Nombreux sont aussi les papas qui manquent de modèles, ce qui ne les aide pas. « Ils ne peuvent, dès lors, pas s’appuyer sur ce qu’un père transmet au quotidien dans la vie d’un enfant, reconnaît Reine Vander Linden. Au-delà de l’enthousiasme des premiers temps, j’observe qu’une réelle panique peut s’installer, agitée par les questions "Comment inventer mon modèle à moi ?", "Comment éviter ce qui a foiré dans le lien, ou le non-lien, entre mon propre père et moi ?". »
Parler au sein du couple de ses émotions, de ses envies, de ses attentes, ça rapproche. Le faire avec (auto)dérision, cela allège
Aujourd’hui, l’engagement des pères dans la période postnatale est plus que jamais attendu. Et ce, malgré de nombreux obstacles : congé de paternité insuffisant, manque de confiance des professionnelles de la naissance (ce sont majoritairement des femmes) à l’égard des papas, exigences sociétales importantes concernant le bien-être des enfants – souvent portées de façon excessive par les mamans…

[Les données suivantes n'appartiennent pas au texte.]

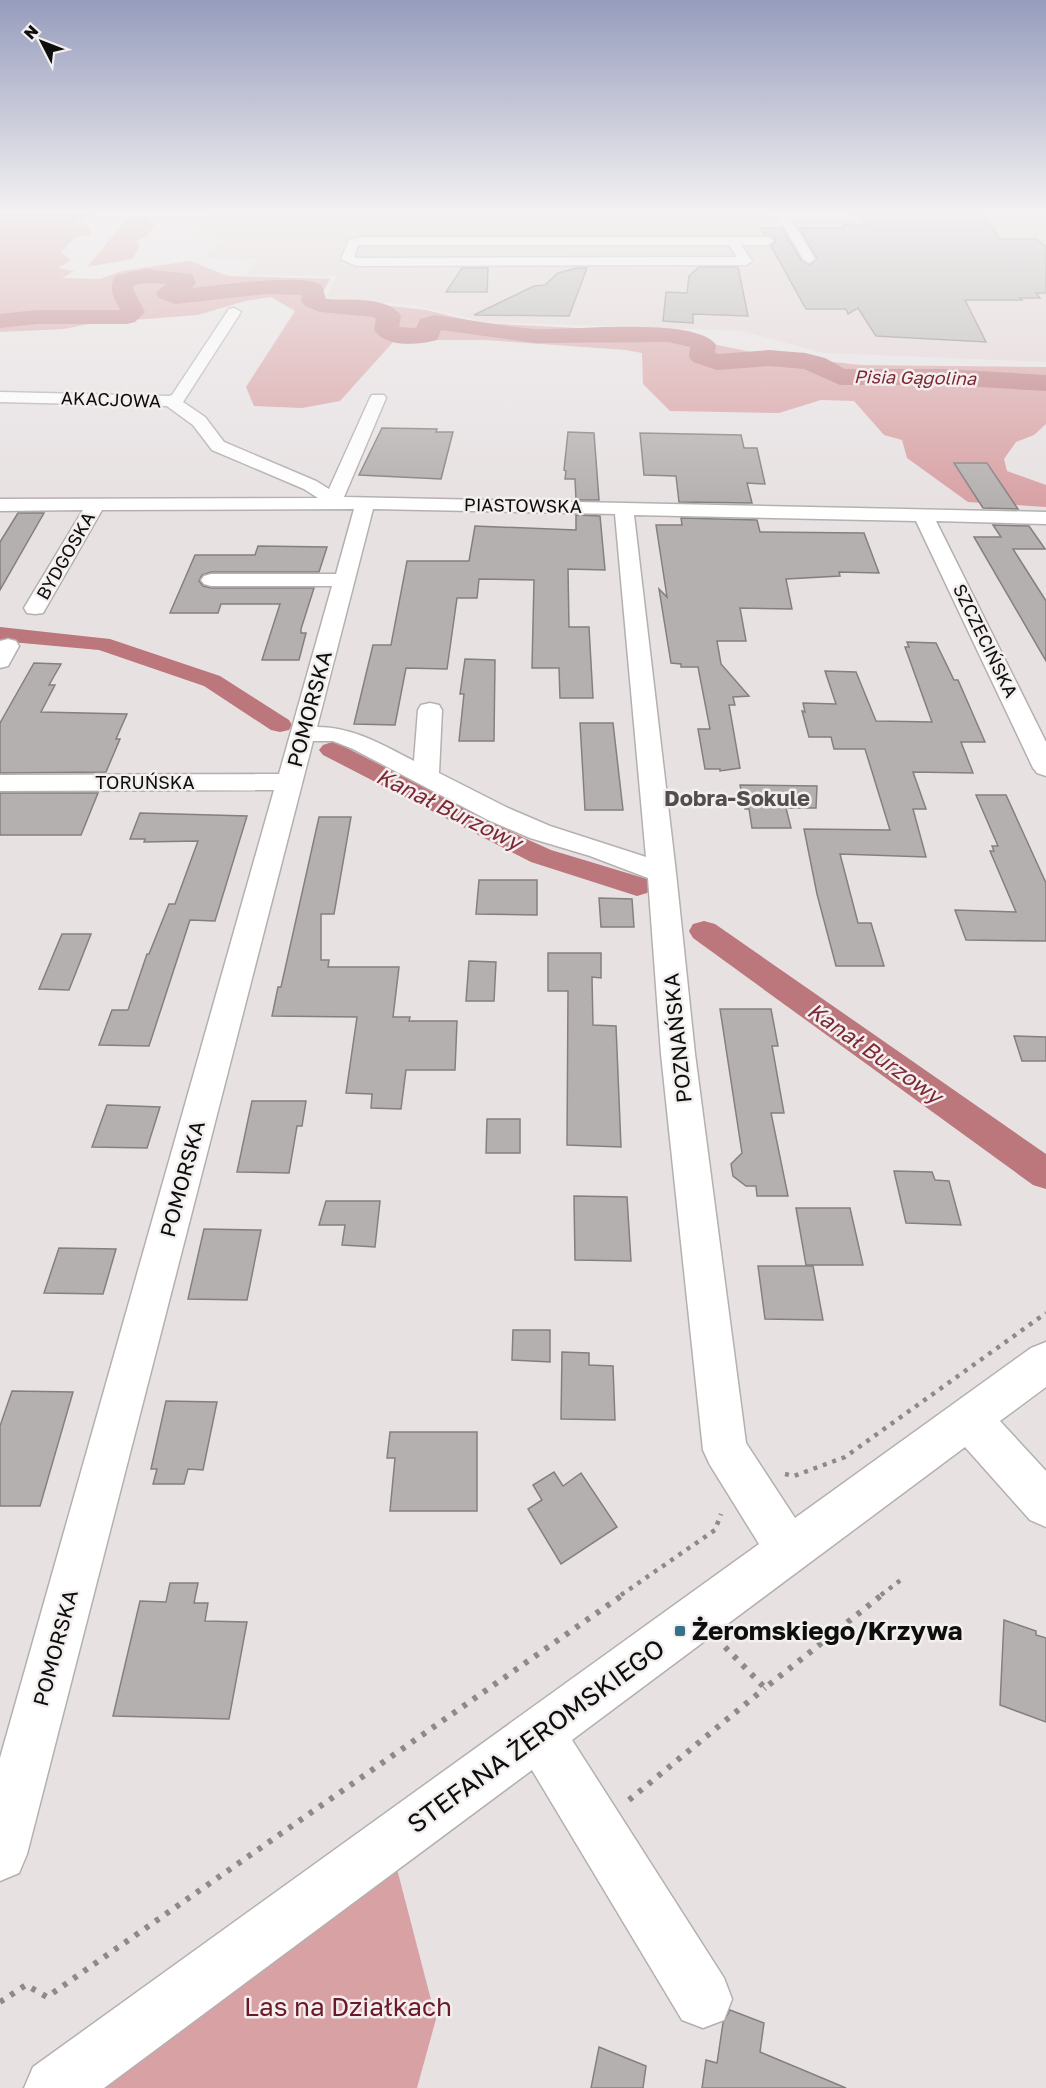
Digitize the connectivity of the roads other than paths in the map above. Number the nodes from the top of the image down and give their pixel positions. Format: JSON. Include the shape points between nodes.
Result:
{"nodes":[{"id":1,"x":234,"y":312,"type":"dead end"},
{"id":2,"x":0,"y":397,"type":"edge"},
{"id":3,"x":378,"y":398,"type":"dead end"},
{"id":4,"x":171,"y":401,"type":"junction"},
{"id":5,"x":349,"y":503,"type":"junction"},
{"id":6,"x":96,"y":504,"type":"junction"},
{"id":7,"x":0,"y":505,"type":"edge"},
{"id":8,"x":624,"y":508,"type":"junction"},
{"id":9,"x":923,"y":515,"type":"junction"},
{"id":10,"x":1046,"y":518,"type":"edge"},
{"id":11,"x":212,"y":580,"type":"dead end"},
{"id":12,"x":344,"y":580,"type":"junction"},
{"id":13,"x":35,"y":608,"type":"dead end"},
{"id":14,"x":430,"y":710,"type":"dead end"},
{"id":15,"x":304,"y":734,"type":"junction"},
{"id":16,"x":1046,"y":768,"type":"edge"},
{"id":17,"x":426,"y":777,"type":"junction"},
{"id":18,"x":291,"y":782,"type":"junction"},
{"id":19,"x":0,"y":783,"type":"edge"},
{"id":20,"x":662,"y":873,"type":"junction"},
{"id":21,"x":1046,"y":1362,"type":"edge"},
{"id":22,"x":968,"y":1419,"type":"junction"},
{"id":23,"x":1046,"y":1504,"type":"edge"},
{"id":24,"x":789,"y":1549,"type":"junction"},
{"id":25,"x":540,"y":1733,"type":"junction"},
{"id":26,"x":0,"y":1854,"type":"edge"},
{"id":27,"x":703,"y":1999,"type":"dead end"},
{"id":28,"x":54,"y":2088,"type":"edge"}],
"edges":[{"from":1,"to":4,"type":"street","via":[[178,398]]},
{"from":2,"to":4,"type":"street","name":"AKACJOWA"},
{"from":3,"to":5,"type":"street","name":"POMORSKA"},
{"from":4,"to":5,"type":"street","name":"AKACJOWA","via":[[198,421],[218,446]]},
{"from":5,"to":6,"type":"street","name":"PIASTOWSKA"},
{"from":5,"to":8,"type":"street","name":"PIASTOWSKA"},
{"from":5,"to":12,"type":"street","name":"POMORSKA"},
{"from":6,"to":7,"type":"street","name":"PIASTOWSKA"},
{"from":6,"to":13,"type":"street","name":"BYDGOSKA"},
{"from":8,"to":9,"type":"street","name":"PIASTOWSKA"},
{"from":8,"to":20,"type":"street","name":"POZNAŃSKA"},
{"from":9,"to":10,"type":"street","name":"PIASTOWSKA"},
{"from":9,"to":16,"type":"street","name":"SZCZECIŃSKA"},
{"from":11,"to":12,"type":"street"},
{"from":12,"to":15,"type":"street","name":"POMORSKA"},
{"from":14,"to":17,"type":"street"},
{"from":15,"to":17,"type":"street","via":[[336,734]]},
{"from":15,"to":18,"type":"street","name":"POMORSKA"},
{"from":17,"to":20,"type":"street","via":[[540,832]]},
{"from":18,"to":19,"type":"street","name":"TORUŃSKA"},
{"from":18,"to":26,"type":"street","name":"POMORSKA"},
{"from":20,"to":24,"type":"street","name":"POZNAŃSKA","via":[[678,1054],[725,1450]]},
{"from":21,"to":22,"type":"street","name":"STEFANA ŻEROMSKIEGO"},
{"from":22,"to":23,"type":"street"},
{"from":22,"to":24,"type":"street","name":"STEFANA ŻEROMSKIEGO"},
{"from":24,"to":25,"type":"street","name":"STEFANA ŻEROMSKIEGO"},
{"from":25,"to":27,"type":"street"},
{"from":25,"to":28,"type":"street","name":"STEFANA ŻEROMSKIEGO"}]}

Une palette d’émotions : de la tristesse à la colère…
« Je ne suis pas à la hauteur », « Je vois bien que ma compagne n’est pas aussi heureuse que ce qu’on aurait pu imaginer », « Je me sens impuissant et cette sensation devient lourde pour moi »… Tristesse, inquiétudes, mouvements d’angoisse, irritabilité, colère… À côté des grandes joies liées à la nouvelle vie de famille, le papa peut avoir du vague à l’âme. Lui aussi se lève la nuit parce que le bébé appelle. Lui aussi subit les effets de la fatigue. Il court, dès lors, plus le risque d’être de mauvaise humeur et irritable. La maman a peut-être recommencé à travailler, sa fatigue reste grande et la vie sexuelle du couple est mise sur pause. Ou, au contraire, elle n’a pas encore repris le travail, elle demeure encore fort dans sa bulle fusionnelle avec le bébé et… même résultat : la vie sexuelle du couple est à l’arrêt. « Et moi, là-dedans ? », peut alors se demander le papa. « À ce sujet, j’aime bien les propos du pédopsychiatre Daniel Stern : la naissance d’un bébé désexualise pendant un moment la mère, et parfois même le couple, dit Reine Vander Linden. Quand ce n’est que la mère, cela peut être difficile, frustrant et même effrayant pour l’homme de se dire : "Est-ce qu’un jour je vais retrouver ma compagne sexuelle ?" » Parler au sein du couple de ses émotions, de ses envies, de ses attentes, ça rapproche. Le faire avec (auto)dérision, cela allège.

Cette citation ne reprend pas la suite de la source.